GithubHelp home page GithubHelp logo

publicnewsarchive's Introduction

Arquivo Público (Public News Archive)

Public News Archive allows users to get and analyze a large scale of past news articles from the Arquivo.pt, the Portuguese web archiving infra-structure.

Try Public News Archive on Google Colab:

MarineGEO circle logo

Main Features

  • Get past preserved URLs from specific media outlets;
  • Get past news articles from specific media outlets;
  • Get detailed information from each and for all the collected news articles, in particular their Title, Snippet, Link, Author, Date, referred Locations, Organizations, People and important Keywords.
  • News Article Analysis: Compute top-frequency locations, organizations and people, plot word cloud and create interactive map with the locations.

Supported Media Outlets

We have developed a generic method that works for a diverse set of newspapers, requiring users to only indicate the tags and the HTML classes of the base data (title, snippet, link and author). As for now, our package supports getting information from the following media outlets:

Scripts required to extract information from this media outlets can be found in the scraping folder. Users of the package are also challenged to test and to contribute with scripts that allow getting information from other local or national newspapers. Those scripts will be added to the scraping folder upon Pull Request.

Installation

Public News Archive is available through GitHub.

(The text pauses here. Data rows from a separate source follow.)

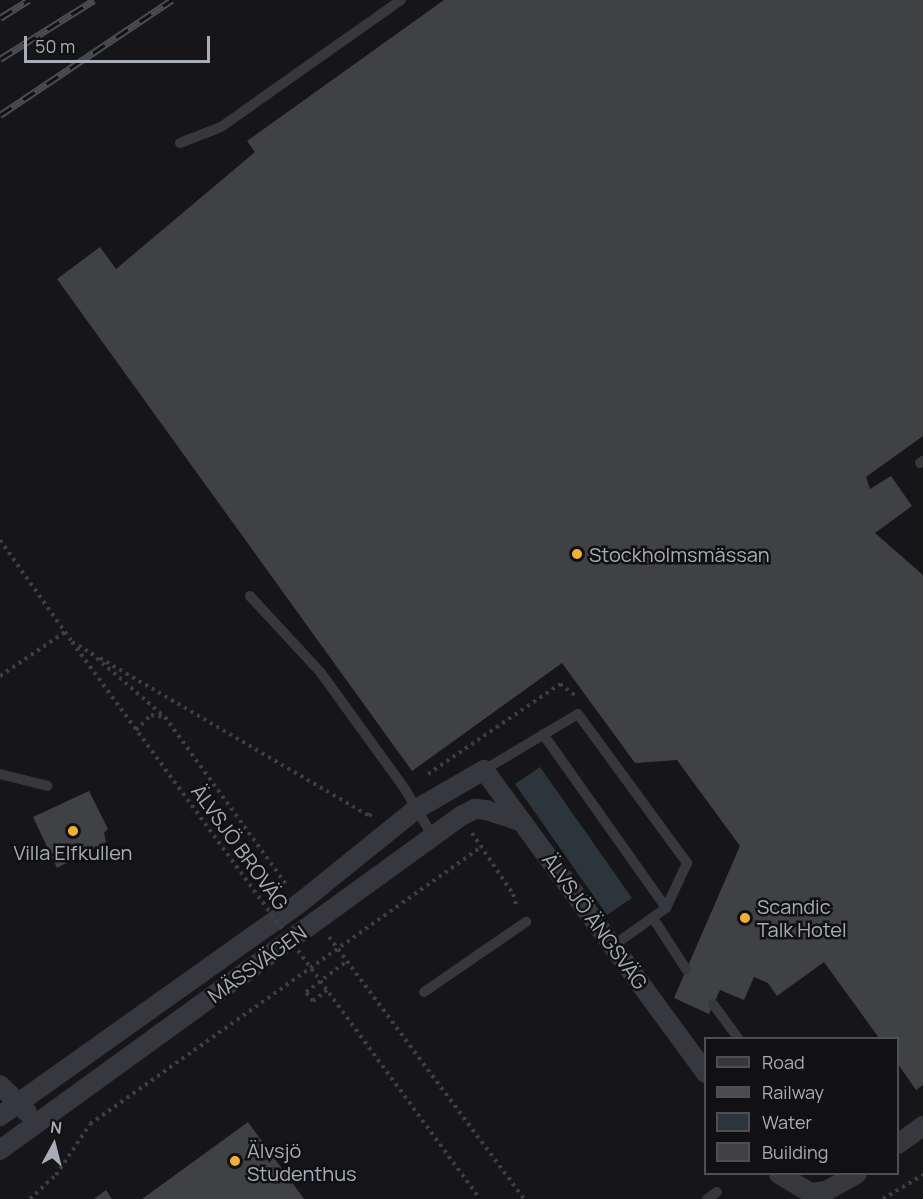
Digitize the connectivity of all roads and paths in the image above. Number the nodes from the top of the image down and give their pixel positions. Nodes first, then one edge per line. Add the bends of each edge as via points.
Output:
1 (402, 0) edge
2 (180, 143) dead end
3 (0, 540) edge
4 (250, 596) dead end
5 (65, 632) junction
6 (72, 642) junction
7 (0, 676) edge
8 (165, 717) junction
9 (136, 730) junction
10 (543, 734) junction
11 (484, 770) junction
12 (430, 773) dead end
13 (0, 774) edge
14 (48, 786) dead end
15 (443, 791) junction
16 (416, 810) junction
17 (460, 816) junction
18 (522, 822) junction
19 (433, 837) junction
20 (481, 847) junction
21 (301, 902) junction
22 (666, 908) junction
23 (653, 918) junction
24 (316, 921) junction
25 (526, 922) joint
26 (614, 945) junction
27 (338, 948) junction
28 (347, 961) junction
29 (686, 969) dead end
30 (327, 990) junction
31 (424, 992) dead end
32 (713, 1004) dead end
33 (737, 1037) edge
34 (704, 1072) edge
35 (0, 1085) edge
36 (18, 1103) junction
37 (0, 1116) edge
38 (38, 1123) junction
39 (923, 1126) edge
40 (899, 1143) edge
41 (0, 1150) edge
42 (781, 1175) edge
43 (923, 1175) edge
44 (844, 1177) edge
45 (717, 1192) dead end
46 (795, 1193) edge
47 (30, 1199) edge
48 (480, 1199) edge
49 (524, 1199) edge
50 (707, 1199) edge
51 (883, 1199) edge

1 - 2 lane via 221,127
3 - 5 path, ÄLVSJÖ BROVÄG
4 - 16 lane via 321,673
5 - 6 path, ÄLVSJÖ BROVÄG
5 - 7 path
6 - 8 path via 91,653
6 - 9 path, ÄLVSJÖ BROVÄG, bridge
8 - 9 path via 151,715
8 - 21 path
9 - 30 path, ÄLVSJÖ BROVÄG, bridge
10 - 11 lane
10 - 22 lane
10 - 22 lane via 578,714 687,863
11 - 15 street, MÄSSVÄGEN
11 - 18 street, ÄLVSJÖ ÄNGSVÄG
12 - 15 path
13 - 14 lane
15 - 16 street, MÄSSVÄGEN
16 - 19 lane
16 - 21 street, MÄSSVÄGEN
17 - 18 street, MÄSSVÄGEN via 475,809 486,810
17 - 19 street, MÄSSVÄGEN
17 - 20 path
18 - 26 street, ÄLVSJÖ ÄNGSVÄG
19 - 24 street, MÄSSVÄGEN
20 - 25 path via 513,894 517,910
20 - 27 path
21 - 36 street, MÄSSVÄGEN
22 - 23 lane
23 - 26 lane
23 - 29 lane
24 - 27 path
24 - 38 street, MÄSSVÄGEN
25 - 31 lane
26 - 34 street, ÄLVSJÖ ÄNGSVÄG
27 - 28 path
27 - 47 path via 90,1124 56,1174
28 - 30 path via 306,992 313,1000
28 - 49 path
30 - 48 path, ÄLVSJÖ BROVÄG, bridge
32 - 33 lane
35 - 36 street
36 - 37 street, MÄSSVÄGEN
36 - 38 street
38 - 41 street, MÄSSVÄGEN
39 - 40 street
42 - 46 street
43 - 51 path
44 - 46 street via 811,1193
45 - 50 lane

pip install git+https://github.com/diogocorreia01/PublicNewsArchive

Usage (Python)

To start with, begin by importing publicnewsarchive as follows:

from publicnewsarchive import dataExtraction

Data Extraction

Get Past Preserved URLs

To get URLs from the past, users of the package should resort to the getPastURLs method, which will build upon the Arquivo.pt URL Search API to extract past preserved URLs of a given newspaper. The following, exemplifies this process for the Jornal Público. Beyond the newspaper_url, users will also need to provide information concerning the year from which to get past URLs, the startMonth (default value is 1 - January) and the endMonth (default value is 12 - December) parameters.

pastURLs = dataExtraction.getPastURLs(year='2021', newspaper_url='https://publico.pt/', startMonth='06', endMonth='07')

print(len(pastURLs))

Get Past News Articles

Now that we have the list of Past URLs for the specified newspaper, we are able to extract the news articles that can be found in each of the referred URLs. For this purpose, we have developed a generic method, getNewsArticles(), which allows users of the package to perform this web scraping process in an easy way, requiring them to only provide some sort of HTML tag information that is necessary to get the news articles features, that is the title, snippets, links and authors. Such information can be easily obtained by inspecting the corresponding newspaper webpage.

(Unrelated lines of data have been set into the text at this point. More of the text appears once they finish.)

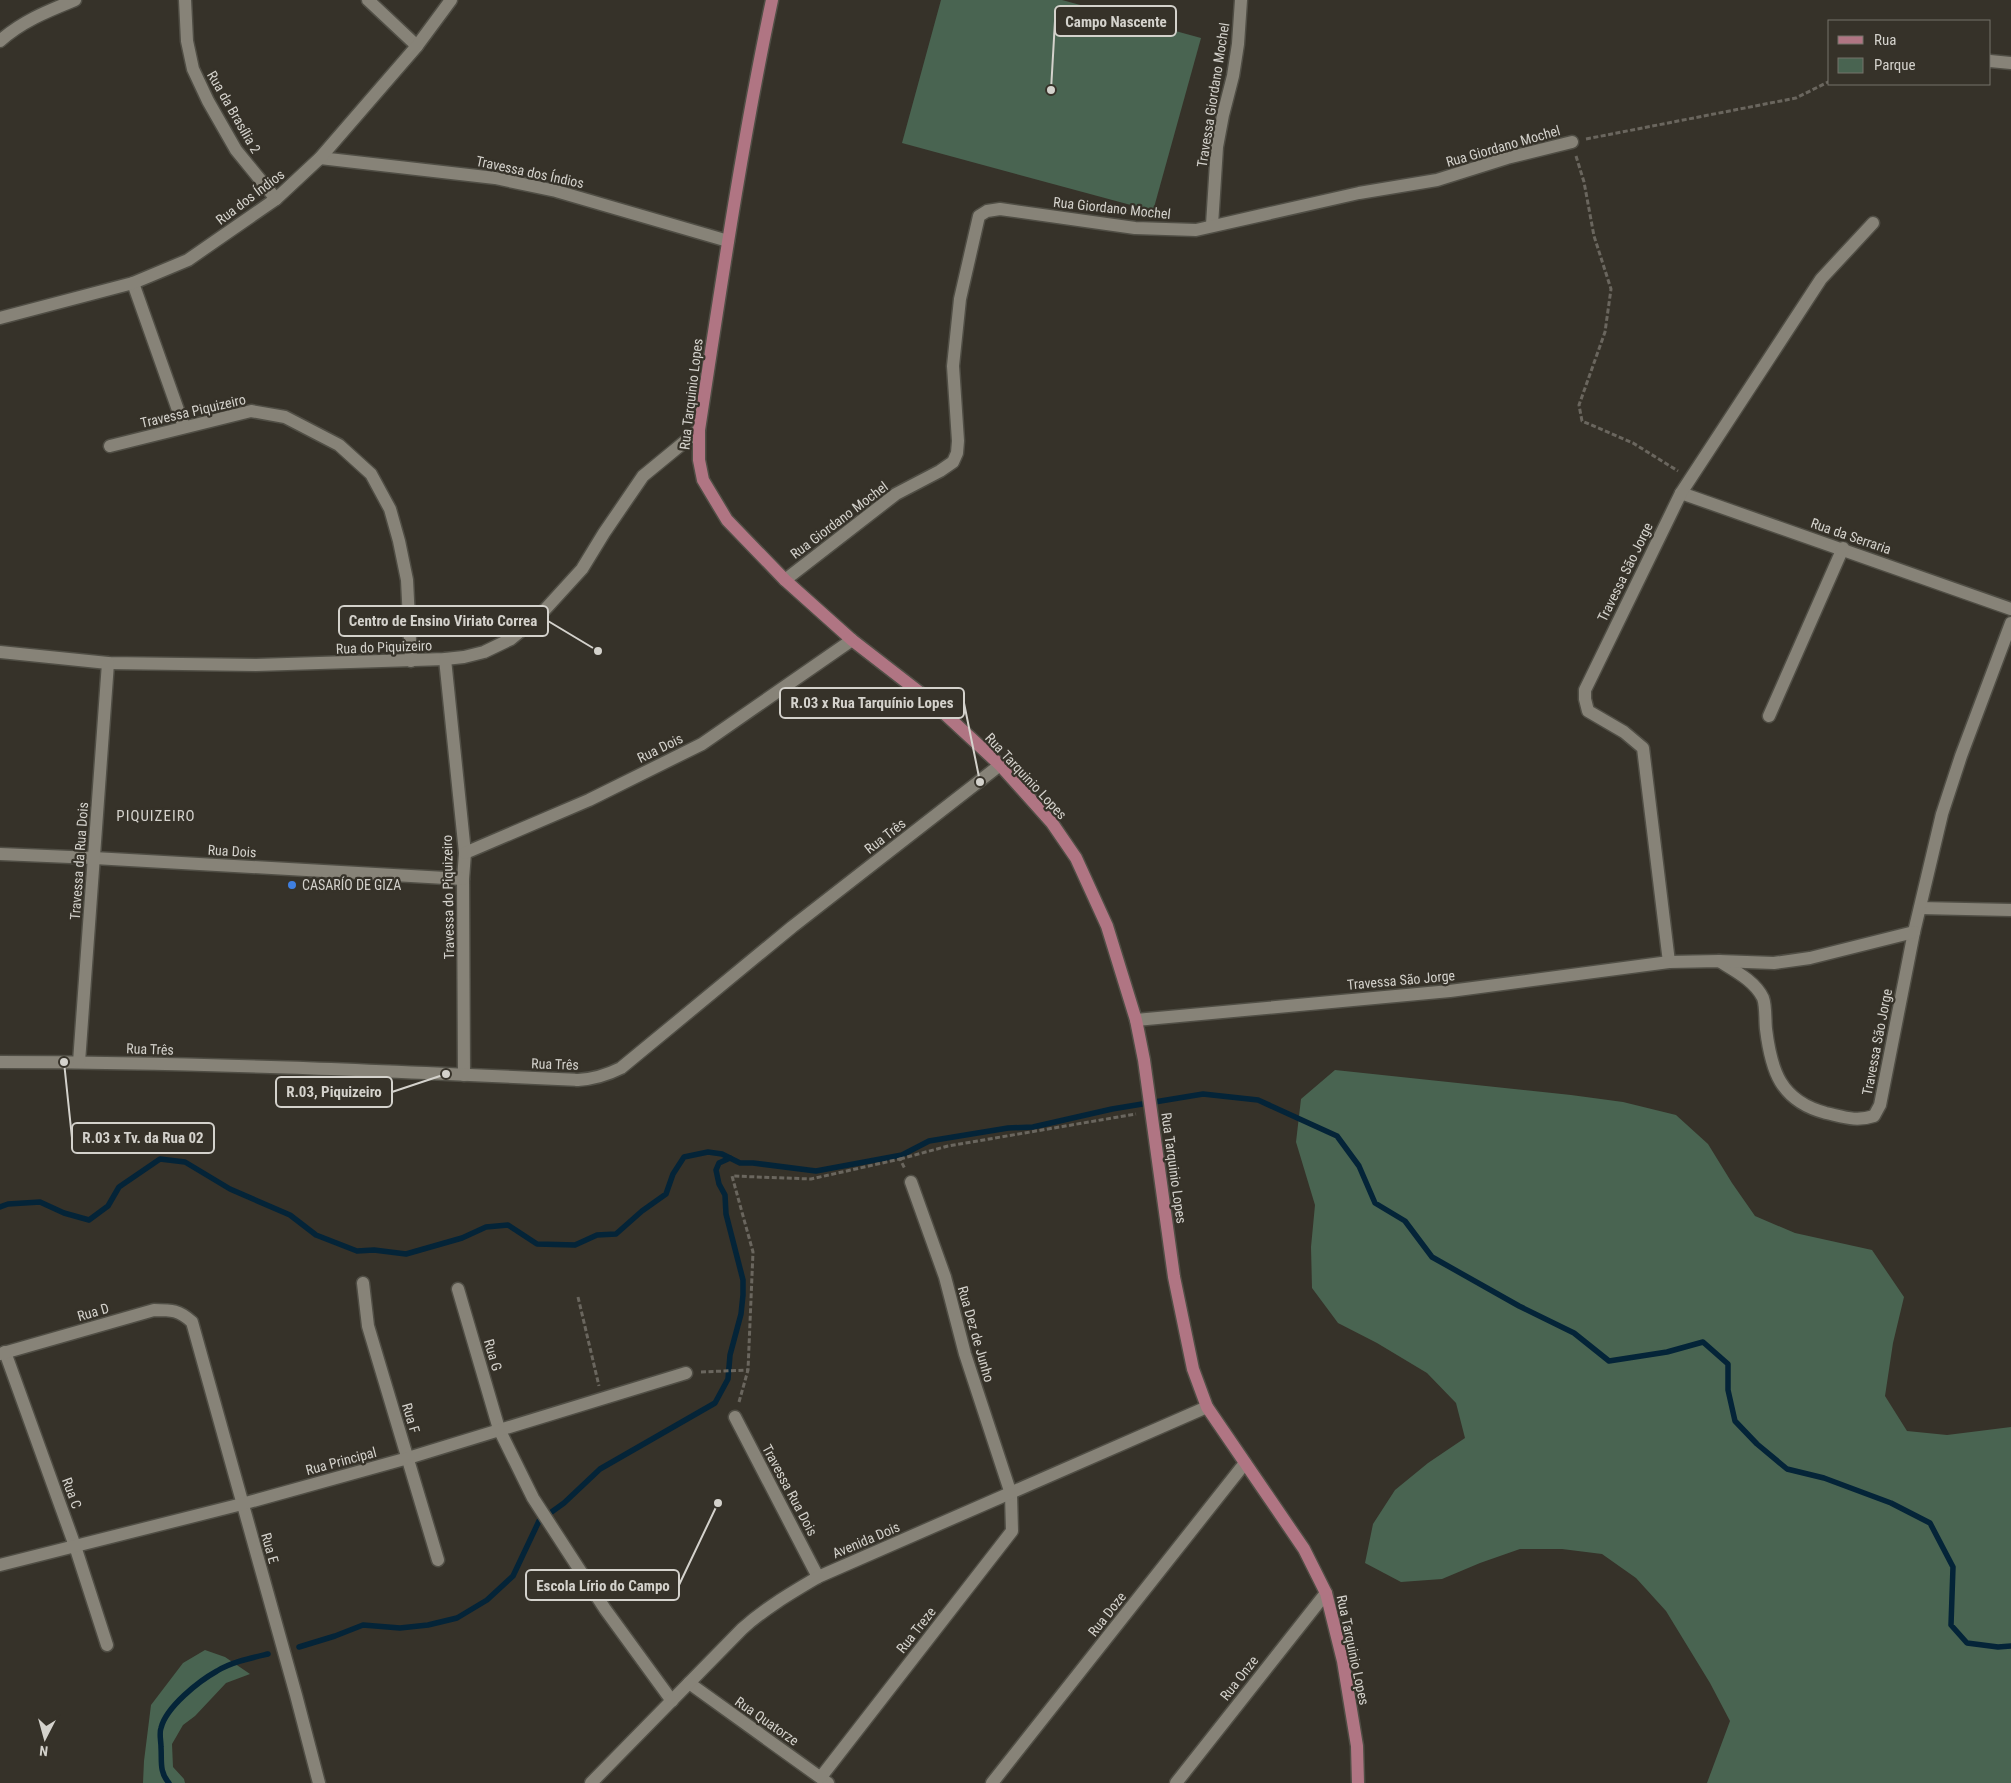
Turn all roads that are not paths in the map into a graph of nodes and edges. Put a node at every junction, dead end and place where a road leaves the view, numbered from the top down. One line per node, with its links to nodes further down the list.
1 (75, 0): 7 (street)
2 (185, 0): 13 (street, Rua da Brasília 2)
3 (368, 0): 8 (street)
4 (450, 0): 8 (street, Rua dos Índios)
5 (772, 0): 16 (main road, Rua Tarquinio Lopes)
6 (1242, 0): 15 (street, Travessa Giordano Mochel)
7 (0, 40)
8 (417, 46): 12 (street, Rua dos Índios)
9 (1991, 61): 10 (street)
10 (2011, 63)
11 (1572, 142): 15 (street, Rua Giordano Mochel)
12 (320, 158): 13 (street, Rua dos Índios); 16 (street, Travessa dos Índios)
13 (276, 200): 17 (street, Rua dos Índios)
14 (1873, 223): 22 (street, Travessa São Jorge)
15 (1212, 225): 24 (street, Rua Giordano Mochel)
16 (728, 241): 20 (main road, Rua Tarquinio Lopes)
17 (133, 283): 18 (street, Rua dos Índios); 19 (street)
18 (0, 318)
19 (184, 427): 21 (street, Travessa Piquizeiro); 30 (street, Travessa Piquizeiro)
20 (699, 430): 24 (main road, Rua Tarquinio Lopes); 29 (street, Rua do Piquizeiro)
21 (110, 446)
22 (1681, 493): 23 (street, Rua da Serraria); 42 (street, Travessa São Jorge)
23 (1843, 548): 25 (street, Rua da Serraria); 32 (street)
24 (785, 580): 27 (main road, Rua Tarquinio Lopes)
25 (2011, 609)
26 (2011, 623): 38 (street, Travessa São Jorge)
27 (852, 640): 33 (main road, Rua Tarquinio Lopes); 34 (street, Rua Dois)
28 (0, 652): 31 (street, Rua do Piquizeiro)
29 (445, 660): 30 (street, Rua do Piquizeiro); 34 (street, Travessa do Piquizeiro)
30 (411, 661): 31 (street, Rua do Piquizeiro)
31 (108, 663): 36 (street, Travessa da Rua Dois)
32 (1768, 716)
33 (1000, 765): 43 (main road, Rua Tarquinio Lopes); 46 (street, Rua Três)
34 (465, 853): 37 (street, Travessa do Piquizeiro)
35 (0, 854): 36 (street, Rua Dois)
36 (94, 858): 37 (street, Rua Dois); 45 (street, Travessa da Rua Dois)
37 (463, 879): 46 (street, Travessa do Piquizeiro)
38 (1920, 908): 39 (street); 40 (street, Travessa São Jorge)
39 (2011, 910)
40 (1914, 932): 41 (street, Travessa São Jorge); 41 (street, Travessa São Jorge)
41 (1719, 961): 42 (street, Travessa São Jorge)
42 (1669, 962): 43 (street, Travessa São Jorge)
43 (1136, 1020): 53 (main road, Rua Tarquinio Lopes)
44 (0, 1062): 45 (street, Rua Três)
45 (79, 1062): 46 (street, Rua Três)
46 (464, 1075)
47 (911, 1182): 58 (street, Rua Dez de Junho)
48 (363, 1283): 56 (street, Rua F)
49 (458, 1288): 55 (street, Rua G)
50 (192, 1322): 51 (street, Rua D); 59 (street, Rua E)
51 (2, 1353): 60 (street, Rua C)
52 (686, 1373): 55 (street, Rua Principal)
53 (1207, 1407): 57 (main road, Rua Tarquinio Lopes); 58 (street, Avenida Dois)
54 (735, 1417): 63 (street, Travessa Rua Dois)
55 (499, 1429): 56 (street, Rua Principal); 67 (street, Rua G)
56 (408, 1458): 59 (street, Rua Principal); 61 (street, Rua F)
57 (1245, 1463): 64 (main road, Rua Tarquinio Lopes); 71 (street, Rua Doze)
58 (1011, 1494): 63 (street, Avenida Dois); 68 (street, Rua Treze)
59 (242, 1504): 60 (street, Rua Principal); 70 (street, Rua E)
60 (75, 1546): 62 (street, Rua Principal); 65 (street, Rua C)
61 (438, 1560)
62 (0, 1565)
63 (818, 1577): 66 (street, Avenida Dois)
64 (1326, 1592): 72 (street, Rua Onze); 73 (main road, Rua Tarquinio Lopes)
65 (107, 1645)
66 (689, 1684): 67 (street, Avenida Dois); 68 (street, Rua Quatorze)
67 (672, 1701): 69 (street, Avenida Dois)
68 (825, 1780)
69 (593, 1782)
70 (319, 1783)
71 (992, 1783)
72 (1176, 1783)
73 (1358, 1783)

A list of the required parameters is given below with the corresponding description:

  • pastURLs: a list with the past preserved urls collected from the Arquivo.pt infrastructure
  • news_htmlTag: main news HTML tag
  • news_htmlClass: main news HTML class
  • titles_htmlTag: HTML Title tag
  • titles_htmlClass: HTML Title class
  • snippets_htmlTag: HTML Snippet tag
  • snippets_htmlClass: HTML Snippet class
  • links_htmlTag: HTML Link tag
  • links_htmlClass: HTML Link class
  • authors_htmlTag: HTML Author tag
  • authors_htmlClass: HTML Author class
  • filename: json filename where the information collected will be saved. Be aware that files are saved under a data folder.
  • debug (optional): in case you want to follow up the webscraping progress. Default value is False.

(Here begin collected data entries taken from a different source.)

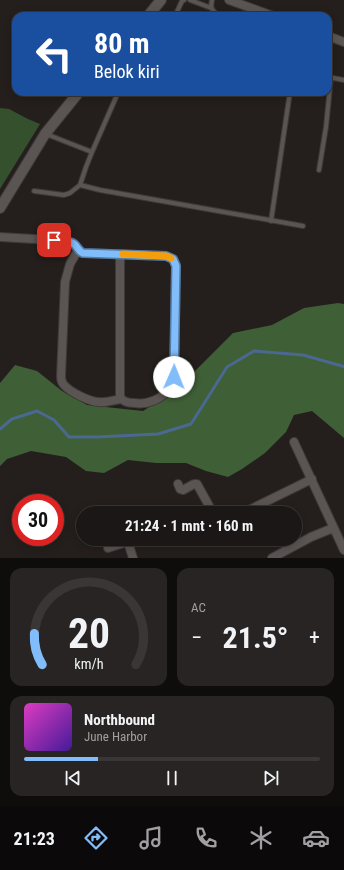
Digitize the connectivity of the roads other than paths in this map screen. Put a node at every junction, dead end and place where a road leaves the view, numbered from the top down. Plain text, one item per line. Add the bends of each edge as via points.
1 (162, 0) edge
2 (184, 0) edge
3 (190, 0) edge
4 (212, 0) edge
5 (229, 0) edge
6 (211, 8) junction
7 (153, 12) edge
8 (177, 12) edge
9 (214, 12) edge
10 (262, 12) edge
11 (332, 38) edge
12 (344, 42) edge
13 (332, 77) edge
14 (344, 80) edge
15 (77, 96) edge
16 (115, 96) edge
17 (289, 96) edge
18 (328, 96) edge
19 (45, 134) junction
20 (92, 152) junction
21 (319, 170) dead end
22 (80, 185) junction
23 (34, 191) dead end
24 (0, 208) edge
25 (270, 220) junction
26 (302, 226) dead end
27 (0, 237) edge
28 (78, 250) junction
29 (120, 254) junction
30 (121, 399) junction
31 (294, 442) dead end
32 (312, 479) junction
33 (178, 484) dead end
34 (209, 506) edge
35 (257, 506) edge
36 (333, 528) junction
37 (113, 546) edge
38 (129, 546) edge
39 (108, 548) dead end
40 (344, 550) edge
41 (133, 558) edge
42 (272, 558) edge

1 - 7 street
2 - 8 lane
3 - 6 lane
4 - 6 lane
5 - 10 street
6 - 9 lane
11 - 12 street
13 - 14 lane
15 - 19 street
16 - 20 lane
17 - 25 lane
18 - 21 lane
19 - 20 lane
19 - 24 street
20 - 22 lane
22 - 23 lane via 70,194 64,195
22 - 25 lane
25 - 26 lane
27 - 28 street via 68,241
28 - 29 street via 83,253
28 - 30 street via 70,264 65,282 62,382 68,389 99,403
29 - 30 street
29 - 30 street via 166,256 173,259 176,266 174,377 162,395 147,404 124,402
31 - 32 street
32 - 35 street
32 - 36 street
33 - 34 street via 183,490 197,484
36 - 40 street
36 - 42 street
37 - 39 street
38 - 41 street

The following image illustrates the inspection process for the snippet feature. As can been seen from the figure, the snippets tag is a snippets_htmlTag='h3', while the html class is a snippets_htmlClass='card__title headline' (highlighted with blue color in the inspection panel).

MarineGEO circle logo

The following code exemplifies the Get Past News Articles process for the Jornal Público interface in the year 2021. For illustrative purposes, we are only passing the first URL collected in pastURLs parameter (pastURLs[:1]). Passing the full list will consume a considerable amount of time. Also note that the obtained news articles will be saved in the following filename newsPublico2021.json within the data folder (which will be automatically created by the program in the user's computer).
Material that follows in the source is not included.